**WORK ORDER**
List, from the lines below, each one with "road" in it.

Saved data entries
*****
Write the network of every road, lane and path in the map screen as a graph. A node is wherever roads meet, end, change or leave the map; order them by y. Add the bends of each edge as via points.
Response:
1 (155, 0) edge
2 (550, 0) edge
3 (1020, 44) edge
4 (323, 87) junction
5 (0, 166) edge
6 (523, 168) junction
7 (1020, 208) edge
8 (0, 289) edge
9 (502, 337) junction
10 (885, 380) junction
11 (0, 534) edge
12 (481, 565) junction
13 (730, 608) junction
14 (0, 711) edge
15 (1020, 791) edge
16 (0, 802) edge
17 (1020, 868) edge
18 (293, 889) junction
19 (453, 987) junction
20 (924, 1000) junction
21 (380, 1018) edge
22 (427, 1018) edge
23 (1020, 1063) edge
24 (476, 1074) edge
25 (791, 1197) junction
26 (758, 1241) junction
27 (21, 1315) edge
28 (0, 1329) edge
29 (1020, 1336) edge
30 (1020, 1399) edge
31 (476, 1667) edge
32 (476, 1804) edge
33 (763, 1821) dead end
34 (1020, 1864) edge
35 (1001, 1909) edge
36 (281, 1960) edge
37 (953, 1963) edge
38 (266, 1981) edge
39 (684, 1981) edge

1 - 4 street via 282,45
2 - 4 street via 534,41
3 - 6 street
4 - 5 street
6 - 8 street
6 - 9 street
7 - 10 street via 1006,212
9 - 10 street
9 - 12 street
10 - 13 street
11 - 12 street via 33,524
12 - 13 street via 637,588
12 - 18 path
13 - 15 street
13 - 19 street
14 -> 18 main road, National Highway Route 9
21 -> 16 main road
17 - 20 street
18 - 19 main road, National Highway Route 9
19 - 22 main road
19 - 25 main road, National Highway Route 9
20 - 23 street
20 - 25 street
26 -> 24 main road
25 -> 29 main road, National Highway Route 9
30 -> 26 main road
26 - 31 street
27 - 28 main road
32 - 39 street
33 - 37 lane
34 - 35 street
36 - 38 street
*****
**EXERCISE RESPONSE**
Write the network of every road, lane and path in the map screen as a graph. A node is wherever roads meet, end, change or leave the map; order them by y. Add the bends of each edge as via points.
14 -> 18 main road, National Highway Route 9
21 -> 16 main road
18 - 19 main road, National Highway Route 9
19 - 22 main road
19 - 25 main road, National Highway Route 9
26 -> 24 main road
25 -> 29 main road, National Highway Route 9
30 -> 26 main road
27 - 28 main road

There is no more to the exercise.